**Work item**
I would like you to output every record below exactly, apart from the pictures.

**Provided records**
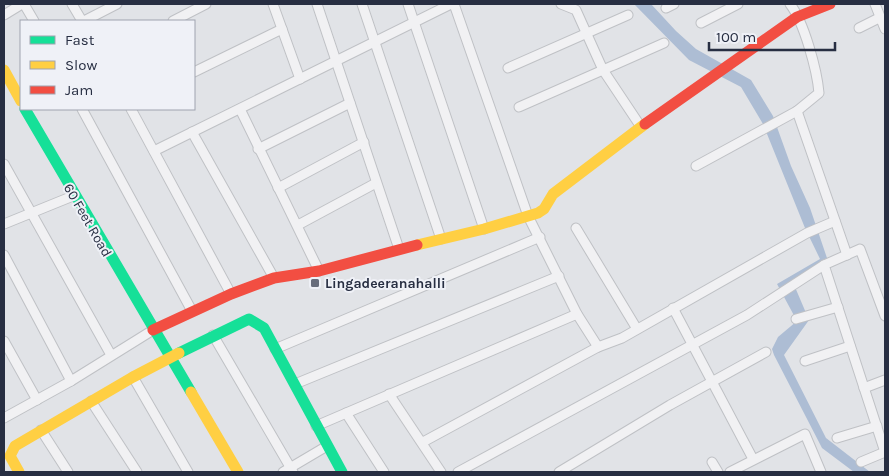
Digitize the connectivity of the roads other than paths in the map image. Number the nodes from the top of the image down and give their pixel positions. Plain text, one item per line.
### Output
1 (23, 4) edge
2 (72, 4) edge
3 (117, 4) edge
4 (206, 4) edge
5 (273, 4) edge
6 (317, 4) edge
7 (362, 4) edge
8 (408, 4) edge
9 (453, 4) edge
10 (561, 4) edge
11 (738, 4) edge
12 (790, 4) edge
13 (830, 4) edge
14 (875, 4) edge
15 (4, 15) edge
16 (628, 15) dead end
17 (797, 17) junction
18 (879, 18) junction
19 (33, 20) edge
20 (82, 20) edge
21 (85, 20) edge
22 (175, 20) edge
23 (414, 21) junction
24 (701, 23) dead end
25 (860, 28) dead end
26 (282, 29) junction
27 (885, 29) edge
28 (587, 34) junction
29 (375, 40) junction
30 (664, 43) dead end
31 (338, 62) junction
32 (508, 68) dead end
33 (4, 70) edge
34 (603, 70) junction
35 (195, 72) edge
36 (300, 79) junction
37 (20, 100) edge
38 (350, 103) junction
39 (519, 107) dead end
40 (240, 109) junction
41 (26, 110) edge
42 (83, 110) edge
43 (132, 110) edge
44 (797, 111) junction
45 (641, 127) junction
46 (192, 132) junction
47 (364, 142) junction
48 (258, 149) junction
49 (154, 151) junction
50 (4, 164) edge
51 (696, 166) dead end
52 (376, 183) junction
53 (278, 188) junction
54 (73, 196) junction
55 (30, 213) junction
56 (528, 216) junction
57 (835, 221) junction
58 (4, 224) edge
59 (298, 224) junction
60 (576, 228) dead end
61 (484, 229) junction
62 (540, 237) junction
63 (441, 239) junction
64 (399, 249) junction
65 (4, 255) edge
66 (847, 255) junction
67 (824, 265) junction
68 (319, 271) junction
69 (559, 276) junction
70 (274, 278) junction
71 (231, 294) junction
72 (838, 307) junction
73 (673, 308) junction
74 (192, 311) junction
75 (578, 314) junction
76 (885, 316) edge
77 (796, 319) dead end
78 (637, 329) junction
79 (153, 330) junction
80 (213, 335) junction
81 (4, 341) edge
82 (691, 344) junction
83 (850, 346) junction
84 (598, 347) junction
85 (275, 349) junction
86 (766, 352) dead end
87 (111, 355) junction
88 (172, 356) junction
89 (805, 362) dead end
90 (133, 377) junction
91 (885, 380) edge
92 (711, 381) junction
93 (71, 382) junction
94 (294, 384) junction
95 (864, 388) junction
96 (389, 394) junction
97 (37, 400) junction
98 (91, 401) junction
99 (346, 413) junction
100 (4, 418) edge
101 (316, 426) junction
102 (877, 426) junction
103 (41, 430) junction
104 (837, 438) dead end
105 (423, 442) junction
106 (328, 446) junction
107 (885, 452) edge
108 (753, 459) junction
109 (712, 462) dead end
110 (862, 462) dead end
111 (289, 471) edge
112 (20, 472) edge
113 (68, 472) edge
114 (137, 472) edge
115 (188, 472) edge
116 (238, 472) edge
117 (342, 472) edge
118 (384, 472) edge
119 (441, 472) edge
120 (458, 472) edge
121 (559, 472) edge
122 (718, 472) edge
123 (730, 472) edge
124 (820, 472) edge

1 - 15 street
1 - 19 street
2 - 20 street
3 - 21 street
4 - 22 street
5 - 26 street
6 - 31 street
7 - 29 street
8 - 23 street
9 - 23 street
9 - 56 street
10 - 28 street
11 - 24 street
12 - 17 street
13 - 17 street
14 - 18 street
16 - 28 street
17 - 44 street
17 - 45 street
18 - 25 street
18 - 27 street
23 - 29 street
23 - 61 street
26 - 35 street
26 - 36 street
28 - 32 street
28 - 34 street
29 - 31 street
29 - 63 street
30 - 34 street
31 - 36 street
31 - 38 street
33 - 37 street
34 - 39 street
34 - 45 street
36 - 40 street
38 - 47 street
38 - 48 street
40 - 46 street
40 - 48 street
41 - 54 street, 60 Feet Road
42 - 74 street
43 - 49 street
44 - 51 street
44 - 57 street
45 - 56 street
46 - 49 street
46 - 70 street
47 - 52 street
47 - 53 street
48 - 53 street
49 - 71 street
50 - 55 street
52 - 59 street
52 - 64 street
53 - 59 street
54 - 55 street
54 - 79 street, 60 Feet Road
55 - 58 street
55 - 87 street
56 - 61 street
56 - 62 street
57 - 66 street
57 - 73 street
59 - 68 street
60 - 78 street
61 - 63 street
62 - 69 street
62 - 85 street
63 - 64 street
64 - 68 street
65 - 93 street
66 - 67 street
66 - 76 street
67 - 72 street
67 - 82 street
68 - 70 street
69 - 75 street
69 - 94 street
70 - 71 street
71 - 74 street
72 - 77 street
72 - 83 street
73 - 78 street
73 - 82 street
74 - 79 street
75 - 84 street
75 - 96 street
78 - 84 street
79 - 87 street
79 - 88 street, 60 Feet Road
80 - 85 street
80 - 88 street
80 - 111 street
81 - 97 street
82 - 92 street
82 - 120 street
83 - 89 street
83 - 95 street
84 - 105 street
85 - 94 street
86 - 92 street
87 - 93 street
88 - 90 street
88 - 116 street, 60 Feet Road
90 - 98 street
90 - 115 street
91 - 95 street
92 - 108 street
92 - 121 street
93 - 97 street
94 - 101 street
95 - 102 street
96 - 99 street
96 - 105 street
97 - 100 street
98 - 103 street
98 - 114 street
99 - 101 street
99 - 118 street
101 - 106 street
102 - 104 street
102 - 107 street
103 - 112 street
103 - 113 street
105 - 119 street
106 - 111 street
106 - 117 street
107 - 110 street
108 - 123 street
108 - 124 street
109 - 122 street

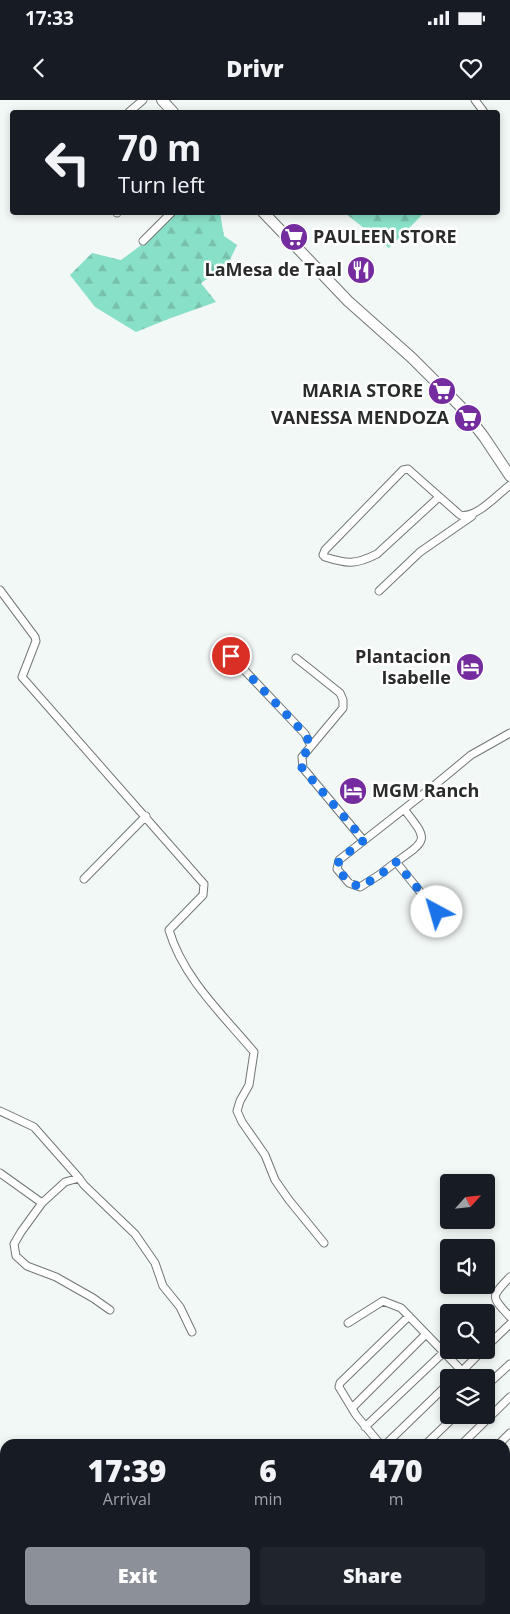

**Result of this task**
Digitize the connectivity of the roads other than paths in the map image. Number the nodes from the top of the image down and give their pixel positions. Plain text, one item per line.
### Output
1 (23, 4) edge
2 (72, 4) edge
3 (117, 4) edge
4 (206, 4) edge
5 (273, 4) edge
6 (317, 4) edge
7 (362, 4) edge
8 (408, 4) edge
9 (453, 4) edge
10 (561, 4) edge
11 (738, 4) edge
12 (790, 4) edge
13 (830, 4) edge
14 (875, 4) edge
15 (4, 15) edge
16 (628, 15) dead end
17 (797, 17) junction
18 (879, 18) junction
19 (33, 20) edge
20 (82, 20) edge
21 (85, 20) edge
22 (175, 20) edge
23 (414, 21) junction
24 (701, 23) dead end
25 (860, 28) dead end
26 (282, 29) junction
27 (885, 29) edge
28 (587, 34) junction
29 (375, 40) junction
30 (664, 43) dead end
31 (338, 62) junction
32 (508, 68) dead end
33 (4, 70) edge
34 (603, 70) junction
35 (195, 72) edge
36 (300, 79) junction
37 (20, 100) edge
38 (350, 103) junction
39 (519, 107) dead end
40 (240, 109) junction
41 (26, 110) edge
42 (83, 110) edge
43 (132, 110) edge
44 (797, 111) junction
45 (641, 127) junction
46 (192, 132) junction
47 (364, 142) junction
48 (258, 149) junction
49 (154, 151) junction
50 (4, 164) edge
51 (696, 166) dead end
52 (376, 183) junction
53 (278, 188) junction
54 (73, 196) junction
55 (30, 213) junction
56 (528, 216) junction
57 (835, 221) junction
58 (4, 224) edge
59 (298, 224) junction
60 (576, 228) dead end
61 (484, 229) junction
62 (540, 237) junction
63 (441, 239) junction
64 (399, 249) junction
65 (4, 255) edge
66 (847, 255) junction
67 (824, 265) junction
68 (319, 271) junction
69 (559, 276) junction
70 (274, 278) junction
71 (231, 294) junction
72 (838, 307) junction
73 (673, 308) junction
74 (192, 311) junction
75 (578, 314) junction
76 (885, 316) edge
77 (796, 319) dead end
78 (637, 329) junction
79 (153, 330) junction
80 (213, 335) junction
81 (4, 341) edge
82 (691, 344) junction
83 (850, 346) junction
84 (598, 347) junction
85 (275, 349) junction
86 (766, 352) dead end
87 (111, 355) junction
88 (172, 356) junction
89 (805, 362) dead end
90 (133, 377) junction
91 (885, 380) edge
92 (711, 381) junction
93 (71, 382) junction
94 (294, 384) junction
95 (864, 388) junction
96 (389, 394) junction
97 (37, 400) junction
98 (91, 401) junction
99 (346, 413) junction
100 (4, 418) edge
101 (316, 426) junction
102 (877, 426) junction
103 (41, 430) junction
104 (837, 438) dead end
105 (423, 442) junction
106 (328, 446) junction
107 (885, 452) edge
108 (753, 459) junction
109 (712, 462) dead end
110 (862, 462) dead end
111 (289, 471) edge
112 (20, 472) edge
113 (68, 472) edge
114 (137, 472) edge
115 (188, 472) edge
116 (238, 472) edge
117 (342, 472) edge
118 (384, 472) edge
119 (441, 472) edge
120 (458, 472) edge
121 (559, 472) edge
122 (718, 472) edge
123 (730, 472) edge
124 (820, 472) edge

1 - 15 street
1 - 19 street
2 - 20 street
3 - 21 street
4 - 22 street
5 - 26 street
6 - 31 street
7 - 29 street
8 - 23 street
9 - 23 street
9 - 56 street
10 - 28 street
11 - 24 street
12 - 17 street
13 - 17 street
14 - 18 street
16 - 28 street
17 - 44 street
17 - 45 street
18 - 25 street
18 - 27 street
23 - 29 street
23 - 61 street
26 - 35 street
26 - 36 street
28 - 32 street
28 - 34 street
29 - 31 street
29 - 63 street
30 - 34 street
31 - 36 street
31 - 38 street
33 - 37 street
34 - 39 street
34 - 45 street
36 - 40 street
38 - 47 street
38 - 48 street
40 - 46 street
40 - 48 street
41 - 54 street, 60 Feet Road
42 - 74 street
43 - 49 street
44 - 51 street
44 - 57 street
45 - 56 street
46 - 49 street
46 - 70 street
47 - 52 street
47 - 53 street
48 - 53 street
49 - 71 street
50 - 55 street
52 - 59 street
52 - 64 street
53 - 59 street
54 - 55 street
54 - 79 street, 60 Feet Road
55 - 58 street
55 - 87 street
56 - 61 street
56 - 62 street
57 - 66 street
57 - 73 street
59 - 68 street
60 - 78 street
61 - 63 street
62 - 69 street
62 - 85 street
63 - 64 street
64 - 68 street
65 - 93 street
66 - 67 street
66 - 76 street
67 - 72 street
67 - 82 street
68 - 70 street
69 - 75 street
69 - 94 street
70 - 71 street
71 - 74 street
72 - 77 street
72 - 83 street
73 - 78 street
73 - 82 street
74 - 79 street
75 - 84 street
75 - 96 street
78 - 84 street
79 - 87 street
79 - 88 street, 60 Feet Road
80 - 85 street
80 - 88 street
80 - 111 street
81 - 97 street
82 - 92 street
82 - 120 street
83 - 89 street
83 - 95 street
84 - 105 street
85 - 94 street
86 - 92 street
87 - 93 street
88 - 90 street
88 - 116 street, 60 Feet Road
90 - 98 street
90 - 115 street
91 - 95 street
92 - 108 street
92 - 121 street
93 - 97 street
94 - 101 street
95 - 102 street
96 - 99 street
96 - 105 street
97 - 100 street
98 - 103 street
98 - 114 street
99 - 101 street
99 - 118 street
101 - 106 street
102 - 104 street
102 - 107 street
103 - 112 street
103 - 113 street
105 - 119 street
106 - 111 street
106 - 117 street
107 - 110 street
108 - 123 street
108 - 124 street
109 - 122 street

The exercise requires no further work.